(Dataset items)
# # # #
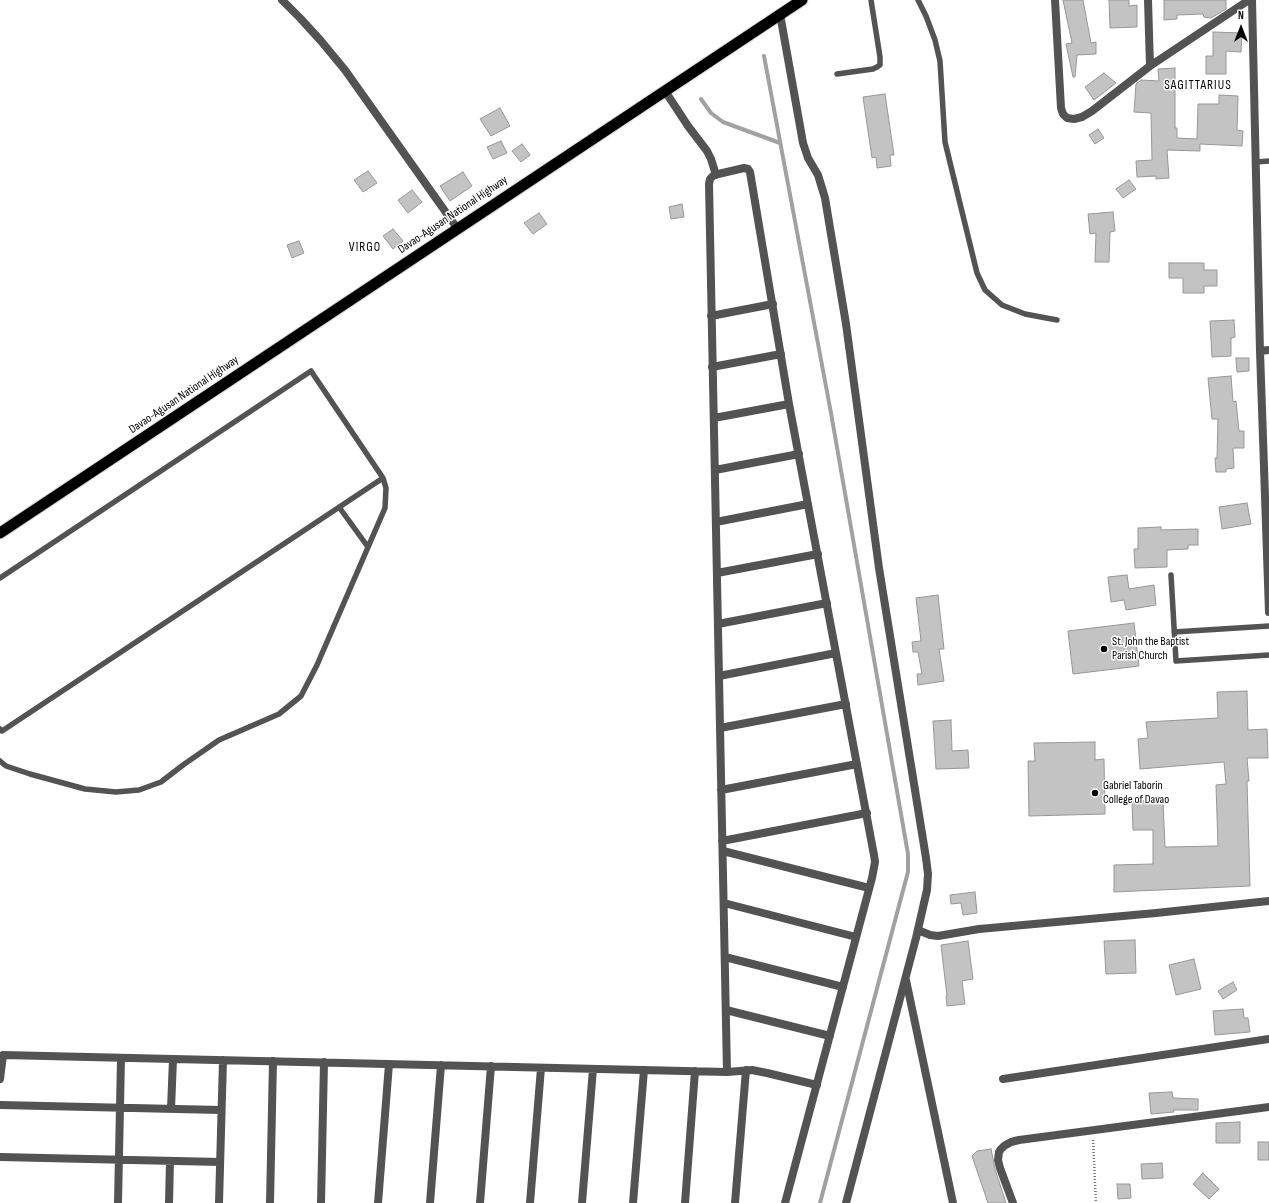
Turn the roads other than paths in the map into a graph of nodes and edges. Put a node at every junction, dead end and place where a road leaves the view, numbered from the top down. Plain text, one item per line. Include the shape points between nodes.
1 (282, 0) edge
2 (802, 0) edge
3 (871, 0) edge
4 (918, 0) edge
5 (1055, 0) edge
6 (1148, 0) edge
7 (1251, 0) edge
8 (780, 14) junction
9 (1150, 66) junction
10 (837, 74) dead end
11 (665, 91) junction
12 (1269, 161) edge
13 (1256, 162) junction
14 (716, 175) junction
15 (457, 228) junction
16 (773, 304) junction
17 (711, 316) junction
18 (1057, 320) dead end
19 (1269, 350) edge
20 (1260, 351) junction
21 (781, 354) junction
22 (712, 367) junction
23 (789, 404) junction
24 (714, 418) junction
25 (799, 454) junction
26 (715, 470) junction
27 (382, 478) junction
28 (808, 504) junction
29 (339, 507) junction
30 (716, 522) junction
31 (0, 533) edge
32 (368, 547) junction
33 (818, 554) junction
34 (717, 573) junction
35 (1171, 575) dead end
36 (0, 578) edge
37 (827, 603) junction
38 (1269, 612) edge
39 (718, 624) junction
40 (1269, 626) edge
41 (1174, 632) junction
42 (836, 653) junction
43 (1269, 655) edge
44 (719, 676) junction
45 (846, 704) junction
46 (720, 728) junction
47 (0, 729) edge
48 (0, 761) edge
49 (858, 764) junction
50 (721, 790) junction
51 (867, 813) junction
52 (722, 841) junction
53 (723, 851) junction
54 (869, 888) junction
55 (1269, 901) edge
56 (724, 904) junction
57 (918, 930) junction
58 (856, 937) junction
59 (725, 957) junction
60 (906, 977) junction
61 (843, 987) junction
62 (726, 1010) junction
63 (830, 1036) junction
64 (1269, 1039) edge
65 (121, 1058) junction
66 (173, 1059) junction
67 (223, 1060) junction
68 (273, 1061) junction
69 (324, 1062) junction
70 (389, 1064) junction
71 (441, 1065) junction
72 (491, 1066) junction
73 (541, 1068) junction
74 (593, 1069) junction
75 (644, 1070) junction
76 (746, 1070) junction
77 (696, 1071) junction
78 (727, 1072) junction
79 (0, 1079) edge
80 (1003, 1079) dead end
81 (817, 1085) junction
82 (0, 1105) edge
83 (1269, 1107) edge
84 (120, 1108) junction
85 (171, 1109) junction
86 (221, 1110) junction
87 (0, 1157) edge
88 (118, 1160) junction
89 (170, 1161) junction
90 (220, 1162) junction
91 (118, 1203) edge
92 (169, 1203) edge
93 (219, 1203) edge
94 (270, 1203) edge
95 (321, 1203) edge
96 (378, 1203) edge
97 (430, 1203) edge
98 (480, 1203) edge
99 (530, 1203) edge
100 (582, 1203) edge
101 (633, 1203) edge
102 (685, 1203) edge
103 (735, 1203) edge
104 (785, 1203) edge
105 (846, 1203) edge
106 (954, 1203) edge
107 (1013, 1203) edge

1 - 15 street via 345,70
2 - 8 highway, Davao-Agusan National Highway
3 - 10 lane via 880,65 872,69
4 - 18 lane via 935,40 940,61 946,142 977,273 985,290 1002,305 1025,314
5 - 9 street via 1061,108 1067,118 1082,117 1092,111
6 - 9 street
7 - 9 street
7 - 13 street
8 - 11 highway, Davao-Agusan National Highway
8 - 57 street via 803,143 826,198 846,324 879,568 928,874
11 - 14 street via 713,162
11 - 15 highway, Davao-Agusan National Highway
12 - 13 lane
13 - 20 street
14 - 16 street via 744,168 750,172
14 - 17 street via 710,178 709,184
15 - 31 highway, Davao-Agusan National Highway
16 - 17 street
16 - 21 street
17 - 22 street
19 - 20 street
20 - 38 street
21 - 22 street
21 - 23 street
22 - 24 street
23 - 24 street
23 - 25 street
24 - 26 street
25 - 26 street
25 - 28 street
26 - 30 street
27 - 29 lane
27 - 32 lane via 386,488 386,508
27 - 36 lane via 311,371
28 - 30 street
28 - 33 street
29 - 32 lane
29 - 47 lane via 2,732
30 - 34 street
32 - 48 lane via 301,696 279,714 219,740 161,782 139,790 116,792 85,789 30,774 6,766
33 - 34 street
33 - 37 street
34 - 39 street
35 - 41 lane
37 - 39 street
37 - 42 street
39 - 44 street
40 - 41 lane
41 - 43 lane via 1176,661
42 - 44 street
42 - 45 street
44 - 46 street
45 - 46 street
45 - 49 street
46 - 50 street
49 - 50 street
49 - 51 street
50 - 52 street
51 - 52 street
51 - 54 street via 875,862
52 - 53 street
53 - 54 street
53 - 56 street
54 - 58 street
55 - 57 street via 979,929 938,936
56 - 58 street
56 - 59 street
57 - 60 street
58 - 61 street
59 - 61 street
59 - 62 street
60 - 105 street
60 - 106 street
61 - 63 street
62 - 63 street
62 - 78 street
63 - 81 street
64 - 80 street
65 - 66 street
65 - 79 street via 3,1055
65 - 84 street
66 - 67 street
66 - 85 street
67 - 68 street
67 - 86 street
68 - 69 street
68 - 94 street
69 - 70 street
69 - 95 street
70 - 71 street
70 - 96 street
71 - 72 street
71 - 97 street
72 - 73 street
72 - 98 street
73 - 74 street
73 - 99 street
74 - 75 street
74 - 100 street
75 - 77 street
75 - 101 street
76 - 78 street
76 - 81 street
76 - 103 street
77 - 78 street
77 - 102 street
81 - 104 street
82 - 84 street
83 - 107 street via 1019,1140 1004,1146 999,1152 998,1160
84 - 85 street
84 - 88 street
85 - 86 street
86 - 90 street
87 - 88 street
88 - 89 street
88 - 91 street
89 - 90 street
89 - 92 street
90 - 93 street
# # # #
Required work: Without any of its images, the data above should be returned exactly.

Answer to the exercise:
Turn the roads other than paths in the map into a graph of nodes and edges. Put a node at every junction, dead end and place where a road leaves the view, numbered from the top down. Plain text, one item per line. Include the shape points between nodes.
1 (282, 0) edge
2 (802, 0) edge
3 (871, 0) edge
4 (918, 0) edge
5 (1055, 0) edge
6 (1148, 0) edge
7 (1251, 0) edge
8 (780, 14) junction
9 (1150, 66) junction
10 (837, 74) dead end
11 (665, 91) junction
12 (1269, 161) edge
13 (1256, 162) junction
14 (716, 175) junction
15 (457, 228) junction
16 (773, 304) junction
17 (711, 316) junction
18 (1057, 320) dead end
19 (1269, 350) edge
20 (1260, 351) junction
21 (781, 354) junction
22 (712, 367) junction
23 (789, 404) junction
24 (714, 418) junction
25 (799, 454) junction
26 (715, 470) junction
27 (382, 478) junction
28 (808, 504) junction
29 (339, 507) junction
30 (716, 522) junction
31 (0, 533) edge
32 (368, 547) junction
33 (818, 554) junction
34 (717, 573) junction
35 (1171, 575) dead end
36 (0, 578) edge
37 (827, 603) junction
38 (1269, 612) edge
39 (718, 624) junction
40 (1269, 626) edge
41 (1174, 632) junction
42 (836, 653) junction
43 (1269, 655) edge
44 (719, 676) junction
45 (846, 704) junction
46 (720, 728) junction
47 (0, 729) edge
48 (0, 761) edge
49 (858, 764) junction
50 (721, 790) junction
51 (867, 813) junction
52 (722, 841) junction
53 (723, 851) junction
54 (869, 888) junction
55 (1269, 901) edge
56 (724, 904) junction
57 (918, 930) junction
58 (856, 937) junction
59 (725, 957) junction
60 (906, 977) junction
61 (843, 987) junction
62 (726, 1010) junction
63 (830, 1036) junction
64 (1269, 1039) edge
65 (121, 1058) junction
66 (173, 1059) junction
67 (223, 1060) junction
68 (273, 1061) junction
69 (324, 1062) junction
70 (389, 1064) junction
71 (441, 1065) junction
72 (491, 1066) junction
73 (541, 1068) junction
74 (593, 1069) junction
75 (644, 1070) junction
76 (746, 1070) junction
77 (696, 1071) junction
78 (727, 1072) junction
79 (0, 1079) edge
80 (1003, 1079) dead end
81 (817, 1085) junction
82 (0, 1105) edge
83 (1269, 1107) edge
84 (120, 1108) junction
85 (171, 1109) junction
86 (221, 1110) junction
87 (0, 1157) edge
88 (118, 1160) junction
89 (170, 1161) junction
90 (220, 1162) junction
91 (118, 1203) edge
92 (169, 1203) edge
93 (219, 1203) edge
94 (270, 1203) edge
95 (321, 1203) edge
96 (378, 1203) edge
97 (430, 1203) edge
98 (480, 1203) edge
99 (530, 1203) edge
100 (582, 1203) edge
101 (633, 1203) edge
102 (685, 1203) edge
103 (735, 1203) edge
104 (785, 1203) edge
105 (846, 1203) edge
106 (954, 1203) edge
107 (1013, 1203) edge

1 - 15 street via 345,70
2 - 8 highway, Davao-Agusan National Highway
3 - 10 lane via 880,65 872,69
4 - 18 lane via 935,40 940,61 946,142 977,273 985,290 1002,305 1025,314
5 - 9 street via 1061,108 1067,118 1082,117 1092,111
6 - 9 street
7 - 9 street
7 - 13 street
8 - 11 highway, Davao-Agusan National Highway
8 - 57 street via 803,143 826,198 846,324 879,568 928,874
11 - 14 street via 713,162
11 - 15 highway, Davao-Agusan National Highway
12 - 13 lane
13 - 20 street
14 - 16 street via 744,168 750,172
14 - 17 street via 710,178 709,184
15 - 31 highway, Davao-Agusan National Highway
16 - 17 street
16 - 21 street
17 - 22 street
19 - 20 street
20 - 38 street
21 - 22 street
21 - 23 street
22 - 24 street
23 - 24 street
23 - 25 street
24 - 26 street
25 - 26 street
25 - 28 street
26 - 30 street
27 - 29 lane
27 - 32 lane via 386,488 386,508
27 - 36 lane via 311,371
28 - 30 street
28 - 33 street
29 - 32 lane
29 - 47 lane via 2,732
30 - 34 street
32 - 48 lane via 301,696 279,714 219,740 161,782 139,790 116,792 85,789 30,774 6,766
33 - 34 street
33 - 37 street
34 - 39 street
35 - 41 lane
37 - 39 street
37 - 42 street
39 - 44 street
40 - 41 lane
41 - 43 lane via 1176,661
42 - 44 street
42 - 45 street
44 - 46 street
45 - 46 street
45 - 49 street
46 - 50 street
49 - 50 street
49 - 51 street
50 - 52 street
51 - 52 street
51 - 54 street via 875,862
52 - 53 street
53 - 54 street
53 - 56 street
54 - 58 street
55 - 57 street via 979,929 938,936
56 - 58 street
56 - 59 street
57 - 60 street
58 - 61 street
59 - 61 street
59 - 62 street
60 - 105 street
60 - 106 street
61 - 63 street
62 - 63 street
62 - 78 street
63 - 81 street
64 - 80 street
65 - 66 street
65 - 79 street via 3,1055
65 - 84 street
66 - 67 street
66 - 85 street
67 - 68 street
67 - 86 street
68 - 69 street
68 - 94 street
69 - 70 street
69 - 95 street
70 - 71 street
70 - 96 street
71 - 72 street
71 - 97 street
72 - 73 street
72 - 98 street
73 - 74 street
73 - 99 street
74 - 75 street
74 - 100 street
75 - 77 street
75 - 101 street
76 - 78 street
76 - 81 street
76 - 103 street
77 - 78 street
77 - 102 street
81 - 104 street
82 - 84 street
83 - 107 street via 1019,1140 1004,1146 999,1152 998,1160
84 - 85 street
84 - 88 street
85 - 86 street
86 - 90 street
87 - 88 street
88 - 89 street
88 - 91 street
89 - 90 street
89 - 92 street
90 - 93 street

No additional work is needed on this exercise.